Task goal: Output all entries precisely and leave out the pictures.

Saved data entries:
########################################

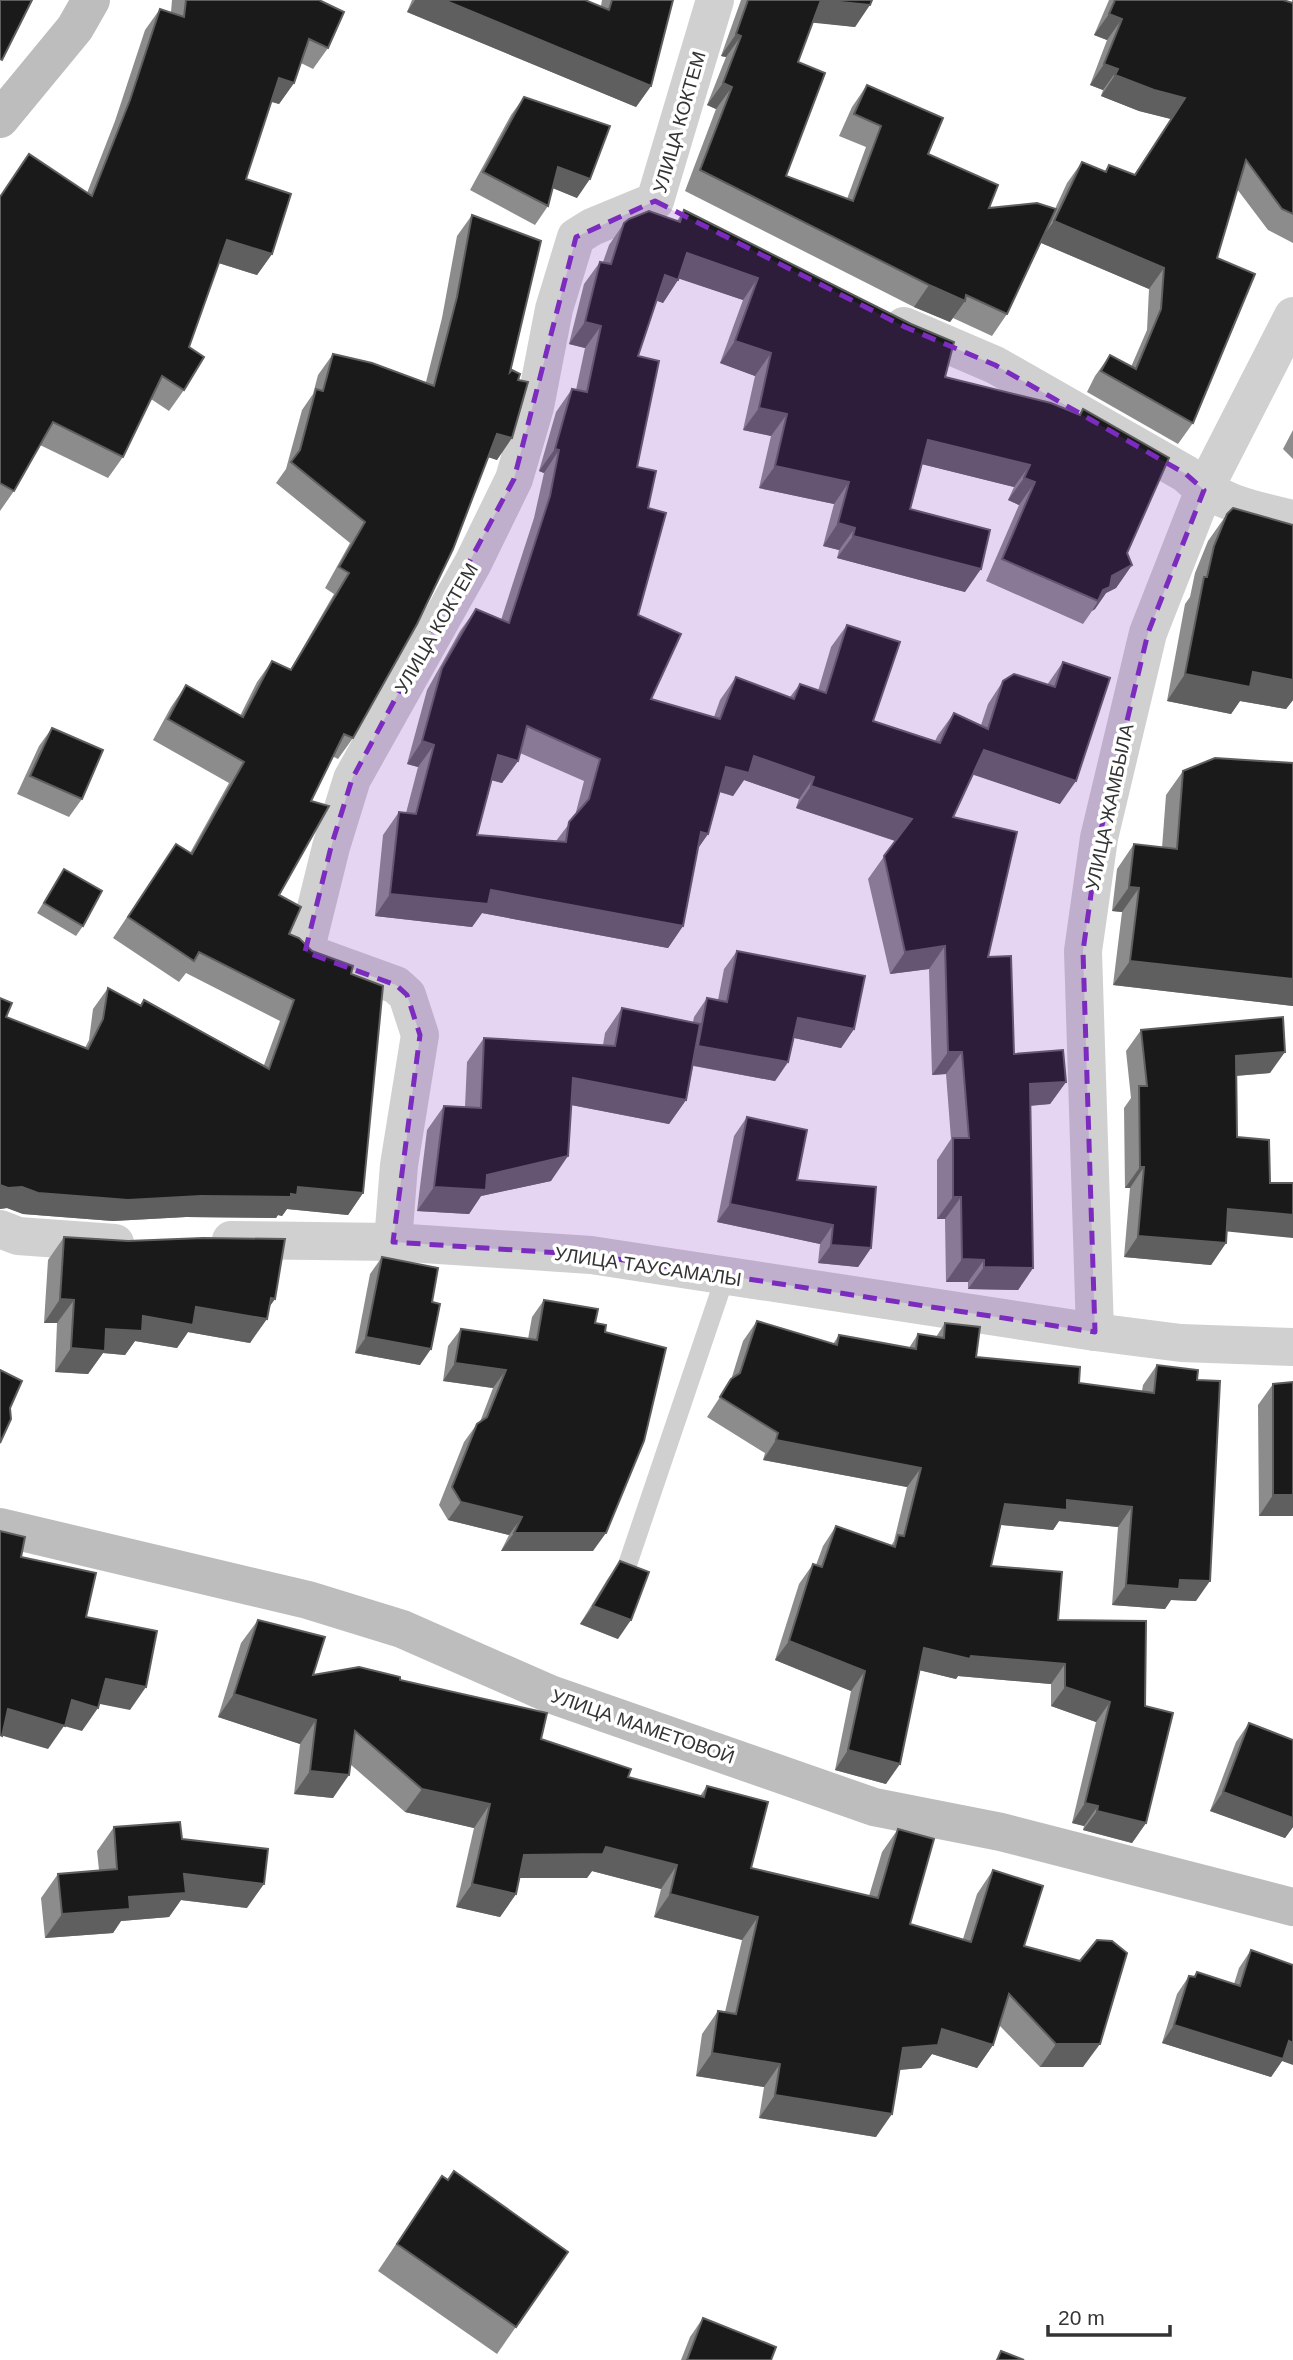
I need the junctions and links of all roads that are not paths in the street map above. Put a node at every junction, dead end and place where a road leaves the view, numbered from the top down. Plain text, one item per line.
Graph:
1 (91, 0) edge
2 (715, 0) edge
3 (0, 119) edge
4 (655, 201) junction
5 (691, 219) edge
6 (869, 308) edge
7 (1293, 316) edge
8 (1203, 490) junction
9 (1293, 519) edge
10 (0, 1229) edge
11 (200, 1240) edge
12 (150, 1241) edge
13 (393, 1242) junction
14 (725, 1277) junction
15 (1095, 1332) junction
16 (1293, 1347) edge
17 (0, 1527) edge
18 (628, 1563) edge
19 (1293, 1907) edge

1 - 3 street
2 - 4 street, УЛИЦА КОКТЕМ
4 - 5 street
4 - 13 street, УЛИЦА КОКТЕМ
6 - 8 street
7 - 8 street, УЛИЦА ЖАМБЫЛА
8 - 9 street
8 - 15 street, УЛИЦА ЖАМБЫЛА
10 - 12 street
11 - 13 street, УЛИЦА ТАУСАМАЛЫ
13 - 14 street, УЛИЦА ТАУСАМАЛЫ
14 - 15 street, УЛИЦА ТАУСАМАЛЫ
14 - 18 lane
15 - 16 street, УЛИЦА ТАУСАМАЛЫ
17 - 19 street, УЛИЦА МАМЕТОВОЙ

########################################

Expected output:
I need the junctions and links of all roads that are not paths in the street map above. Put a node at every junction, dead end and place where a road leaves the view, numbered from the top down. Plain text, one item per line.
Graph:
1 (91, 0) edge
2 (715, 0) edge
3 (0, 119) edge
4 (655, 201) junction
5 (691, 219) edge
6 (869, 308) edge
7 (1293, 316) edge
8 (1203, 490) junction
9 (1293, 519) edge
10 (0, 1229) edge
11 (200, 1240) edge
12 (150, 1241) edge
13 (393, 1242) junction
14 (725, 1277) junction
15 (1095, 1332) junction
16 (1293, 1347) edge
17 (0, 1527) edge
18 (628, 1563) edge
19 (1293, 1907) edge

1 - 3 street
2 - 4 street, УЛИЦА КОКТЕМ
4 - 5 street
4 - 13 street, УЛИЦА КОКТЕМ
6 - 8 street
7 - 8 street, УЛИЦА ЖАМБЫЛА
8 - 9 street
8 - 15 street, УЛИЦА ЖАМБЫЛА
10 - 12 street
11 - 13 street, УЛИЦА ТАУСАМАЛЫ
13 - 14 street, УЛИЦА ТАУСАМАЛЫ
14 - 15 street, УЛИЦА ТАУСАМАЛЫ
14 - 18 lane
15 - 16 street, УЛИЦА ТАУСАМАЛЫ
17 - 19 street, УЛИЦА МАМЕТОВОЙ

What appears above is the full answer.